◆ Required action ◆
Which lines of the data below include the string "RIKENGLIK"? Return each of them.

◆ Information provided ◆
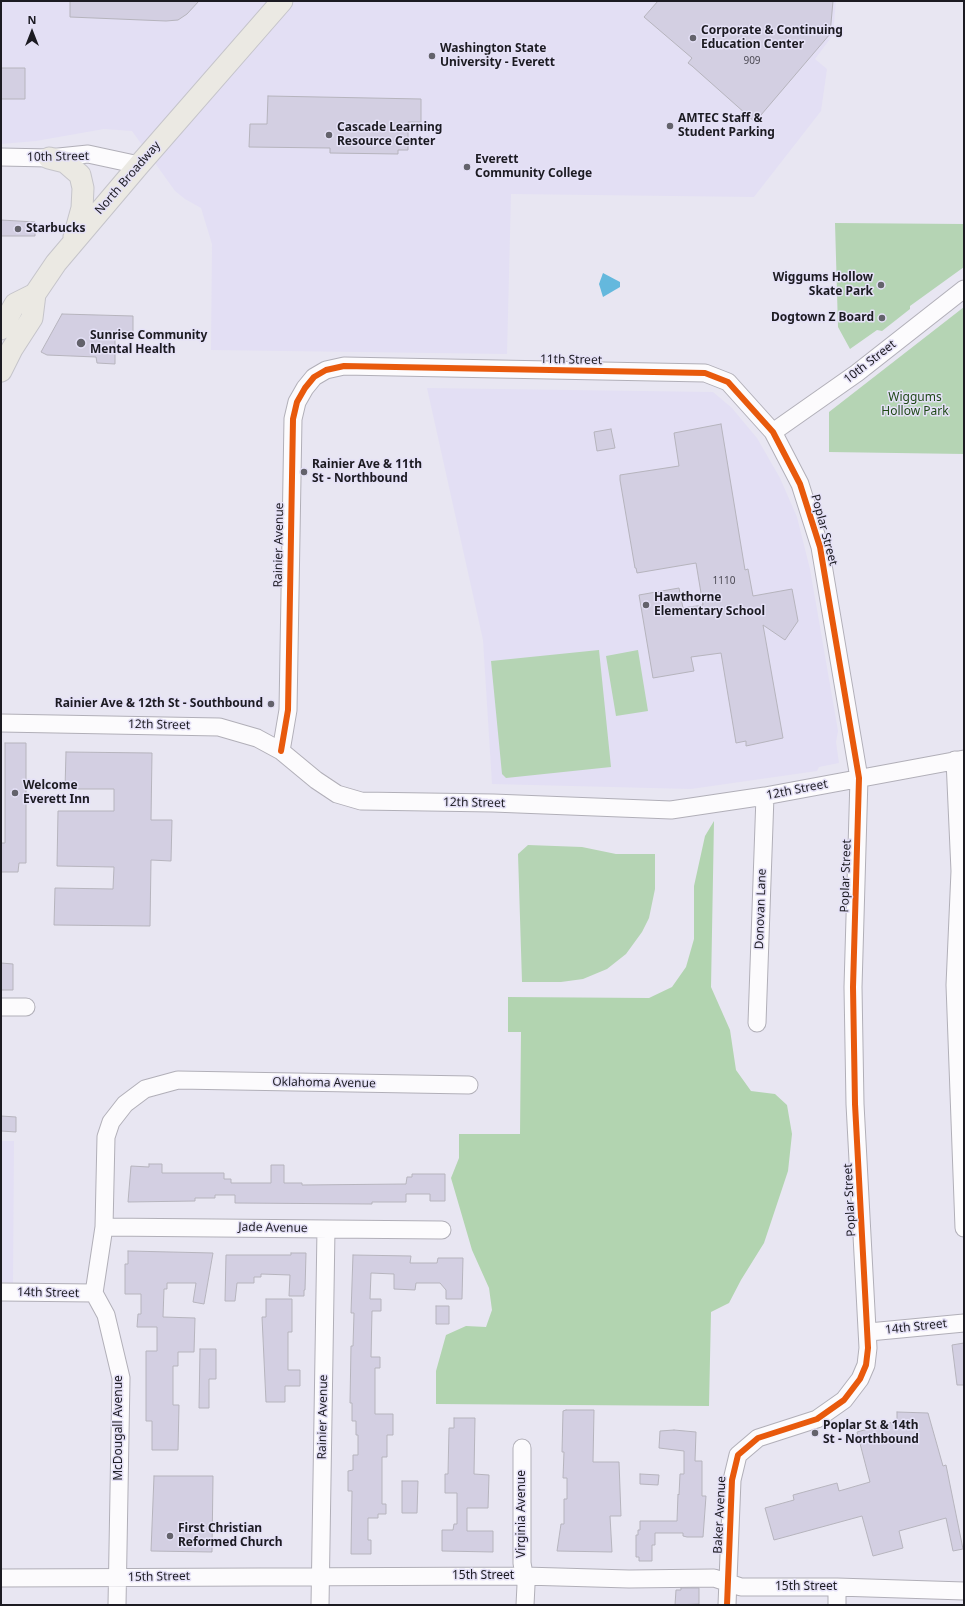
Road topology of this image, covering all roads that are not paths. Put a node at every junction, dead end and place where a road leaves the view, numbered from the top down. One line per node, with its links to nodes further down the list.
1 (282, 1): 4 (main road, North Broadway)
2 (1, 157): 3 (street, 10th Street)
3 (50, 158): 4 (street, 10th Street); 5 (main road)
4 (139, 164): 5 (main road, North Broadway)
5 (72, 242): 7 (main road, North Broadway)
6 (964, 289): 11 (street, 10th Street)
7 (35, 294): 8 (main road); 10 (main road, North Broadway)
8 (1, 329)
9 (344, 366): 11 (street, 11th Street); 13 (street, Rainier Avenue)
10 (1, 371)
11 (773, 432): 15 (street, Poplar Street)
12 (1, 723): 13 (street, 12th Street)
13 (281, 750): 16 (street, 12th Street)
14 (959, 760): 15 (street, 12th Street); 22 (street)
15 (859, 778): 16 (street, 12th Street); 28 (street, Poplar Street)
16 (765, 796): 19 (street, Donovan Lane)
17 (1, 1007): 18 (street)
18 (26, 1007)
19 (757, 1023)
20 (469, 1085): 21 (street, Oklahoma Avenue)
21 (104, 1227): 23 (street, Jade Avenue); 26 (street)
22 (964, 1228)
23 (326, 1229): 24 (street, Jade Avenue); 31 (street, Rainier Avenue)
24 (442, 1230)
25 (1, 1292): 26 (street, 14th Street)
26 (94, 1293): 33 (street, McDougall Avenue)
27 (964, 1322): 28 (street, 14th Street)
28 (868, 1332): 34 (street, Baker Avenue)
29 (522, 1448): 30 (street, Virginia Avenue)
30 (524, 1576): 31 (street, 15th Street); 34 (street, 15th Street); 39 (street, Virginia Avenue)
31 (320, 1577): 33 (street, 15th Street); 38 (street, Rainier Avenue)
32 (1, 1578): 33 (street, 15th Street)
33 (118, 1578): 37 (street, McDougall Avenue)
34 (728, 1583): 35 (street, 15th Street); 40 (street, Baker Avenue)
35 (837, 1587): 36 (street, 15th Street); 41 (street)
36 (964, 1591)
37 (117, 1605)
38 (320, 1605)
39 (525, 1605)
40 (727, 1605)
41 (837, 1605)

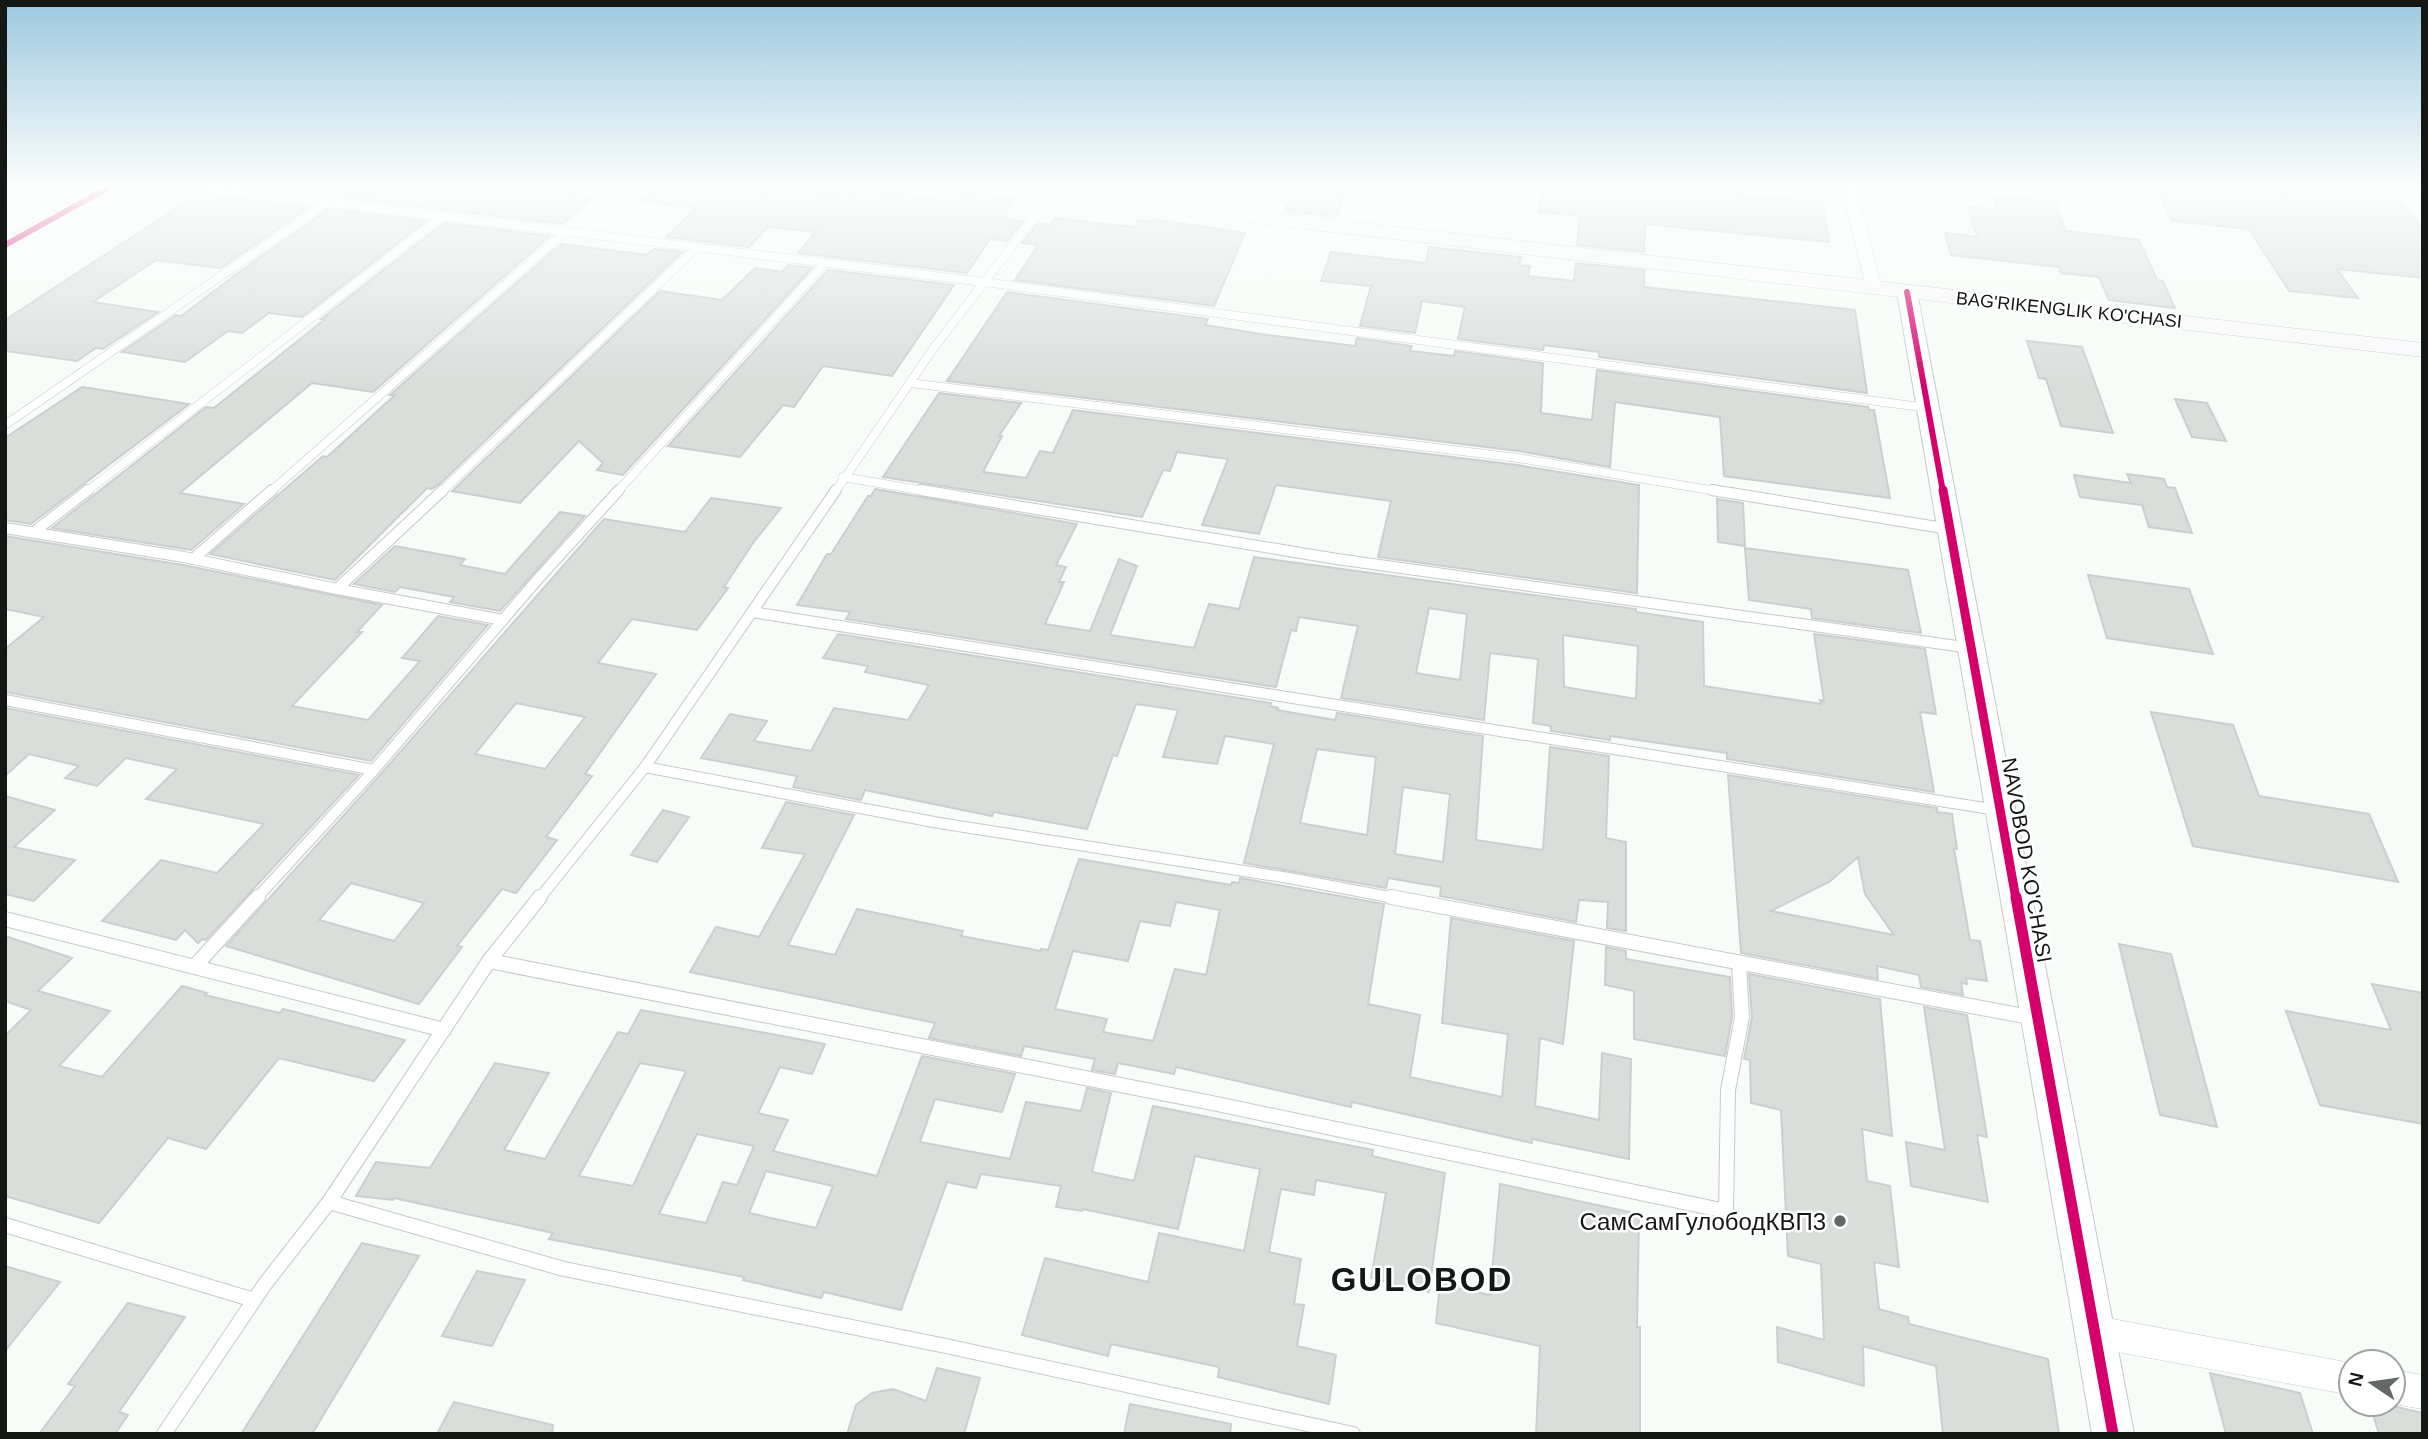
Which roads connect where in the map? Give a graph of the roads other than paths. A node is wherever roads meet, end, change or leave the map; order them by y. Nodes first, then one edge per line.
1 (256, 251) edge
2 (398, 251) edge
3 (543, 251) edge
4 (693, 251) edge
5 (732, 251) edge
6 (1003, 251) edge
7 (1561, 251) edge
8 (1865, 251) edge
9 (825, 262) junction
10 (984, 282) junction
11 (1874, 288) junction
12 (1906, 292) junction
13 (2423, 350) edge
14 (910, 383) junction
15 (1928, 408) junction
16 (5, 425) edge
17 (843, 477) junction
18 (5, 528) edge
19 (1951, 530) junction
20 (34, 532) junction
21 (193, 559) junction
22 (337, 589) junction
23 (752, 612) junction
24 (503, 620) junction
25 (1971, 648) junction
26 (5, 700) edge
27 (645, 767) junction
28 (373, 770) junction
29 (2001, 811) junction
30 (5, 919) edge
31 (489, 961) junction
32 (1739, 963) junction
33 (195, 967) junction
34 (2037, 1018) junction
35 (444, 1030) junction
36 (330, 1202) junction
37 (5, 1225) edge
38 (254, 1300) junction
39 (2095, 1332) junction
40 (2337, 1376) edge
41 (164, 1434) edge
42 (1353, 1434) edge
43 (2113, 1434) edge

1 - 16 lane
2 - 20 lane
3 - 21 lane
4 - 22 lane
5 - 9 lane
6 - 10 lane
7 - 11 main road, BAG'RIKENGLIK KO'CHASI
8 - 11 street
9 - 10 lane
9 - 24 lane
10 - 14 lane
10 - 15 lane
11 - 12 main road, BAG'RIKENGLIK KO'CHASI
12 - 13 main road, BAG'RIKENGLIK KO'CHASI
12 - 15 street, NAVOBOD KO'CHASI
14 - 17 lane
14 - 19 lane
15 - 19 street, NAVOBOD KO'CHASI
17 - 23 lane
17 - 25 lane
18 - 20 lane
19 - 25 street, NAVOBOD KO'CHASI
20 - 21 lane
21 - 22 lane
22 - 24 lane
23 - 27 lane
23 - 29 lane
24 - 28 lane
25 - 29 street, NAVOBOD KO'CHASI
26 - 28 lane
27 - 31 lane
27 - 32 lane
28 - 33 lane
29 - 34 street, NAVOBOD KO'CHASI
30 - 33 lane
31 - 32 lane
31 - 35 lane
32 - 34 lane
33 - 35 lane
34 - 39 street, NAVOBOD KO'CHASI
35 - 36 lane
36 - 38 lane
36 - 42 lane
37 - 38 lane
38 - 41 lane
39 - 40 street
39 - 43 street, NAVOBOD KO'CHASI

◆ Exercise response ◆
7 - 11 main road, BAG'RIKENGLIK KO'CHASI
11 - 12 main road, BAG'RIKENGLIK KO'CHASI
12 - 13 main road, BAG'RIKENGLIK KO'CHASI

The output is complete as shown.